-- DATA SUPPLIED follows --

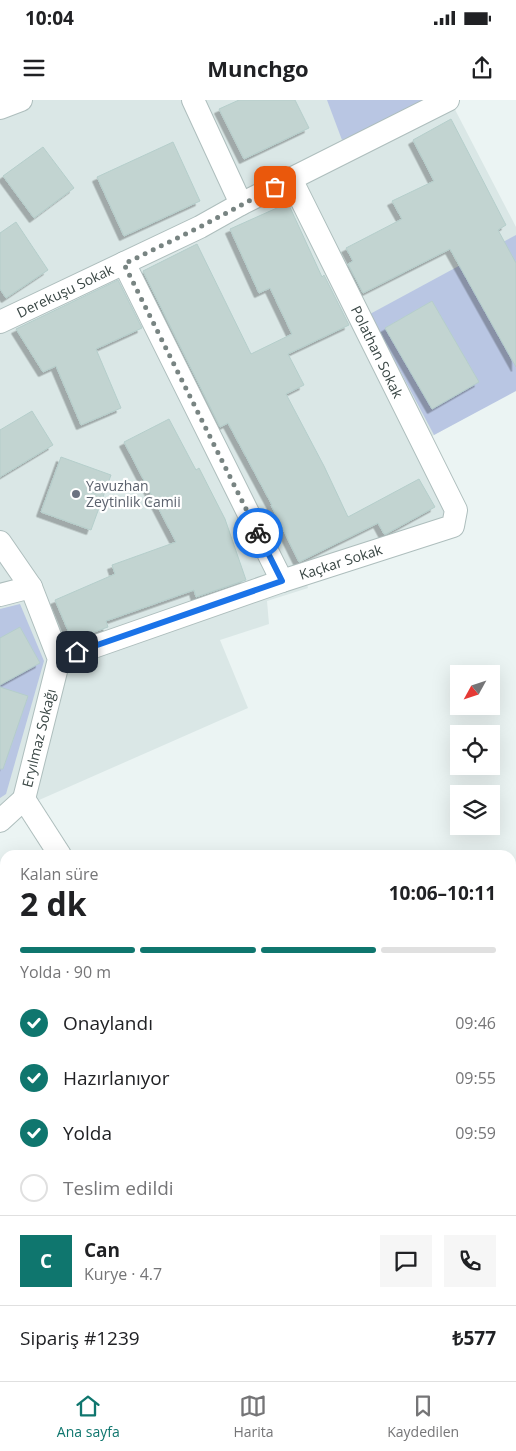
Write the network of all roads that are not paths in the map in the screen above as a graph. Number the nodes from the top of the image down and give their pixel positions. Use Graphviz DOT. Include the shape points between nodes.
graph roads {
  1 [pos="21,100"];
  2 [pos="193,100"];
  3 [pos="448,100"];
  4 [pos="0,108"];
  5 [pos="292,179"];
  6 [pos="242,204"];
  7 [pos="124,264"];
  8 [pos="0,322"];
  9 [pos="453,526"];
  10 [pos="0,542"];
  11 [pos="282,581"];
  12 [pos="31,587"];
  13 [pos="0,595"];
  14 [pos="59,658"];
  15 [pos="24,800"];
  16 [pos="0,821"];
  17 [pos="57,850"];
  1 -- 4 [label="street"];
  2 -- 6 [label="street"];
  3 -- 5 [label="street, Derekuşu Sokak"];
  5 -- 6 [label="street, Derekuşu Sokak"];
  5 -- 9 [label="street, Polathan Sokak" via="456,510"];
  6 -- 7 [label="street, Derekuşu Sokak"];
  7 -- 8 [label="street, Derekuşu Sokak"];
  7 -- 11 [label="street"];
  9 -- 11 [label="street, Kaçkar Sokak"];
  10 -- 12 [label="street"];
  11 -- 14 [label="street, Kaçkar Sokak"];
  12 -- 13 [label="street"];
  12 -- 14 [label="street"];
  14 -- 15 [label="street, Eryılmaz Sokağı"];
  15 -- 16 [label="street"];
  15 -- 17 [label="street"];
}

-- DATA SUPPLIED concluded --

*WHAT YOU SHOULD DO*
Please give every line above again word for word, apart from the pictures.

*RESULT OF THIS EXERCISE*
Write the network of all roads that are not paths in the map in the screen above as a graph. Number the nodes from the top of the image down and give their pixel positions. Use Graphviz DOT. Include the shape points between nodes.
graph roads {
  1 [pos="21,100"];
  2 [pos="193,100"];
  3 [pos="448,100"];
  4 [pos="0,108"];
  5 [pos="292,179"];
  6 [pos="242,204"];
  7 [pos="124,264"];
  8 [pos="0,322"];
  9 [pos="453,526"];
  10 [pos="0,542"];
  11 [pos="282,581"];
  12 [pos="31,587"];
  13 [pos="0,595"];
  14 [pos="59,658"];
  15 [pos="24,800"];
  16 [pos="0,821"];
  17 [pos="57,850"];
  1 -- 4 [label="street"];
  2 -- 6 [label="street"];
  3 -- 5 [label="street, Derekuşu Sokak"];
  5 -- 6 [label="street, Derekuşu Sokak"];
  5 -- 9 [label="street, Polathan Sokak" via="456,510"];
  6 -- 7 [label="street, Derekuşu Sokak"];
  7 -- 8 [label="street, Derekuşu Sokak"];
  7 -- 11 [label="street"];
  9 -- 11 [label="street, Kaçkar Sokak"];
  10 -- 12 [label="street"];
  11 -- 14 [label="street, Kaçkar Sokak"];
  12 -- 13 [label="street"];
  12 -- 14 [label="street"];
  14 -- 15 [label="street, Eryılmaz Sokağı"];
  15 -- 16 [label="street"];
  15 -- 17 [label="street"];
}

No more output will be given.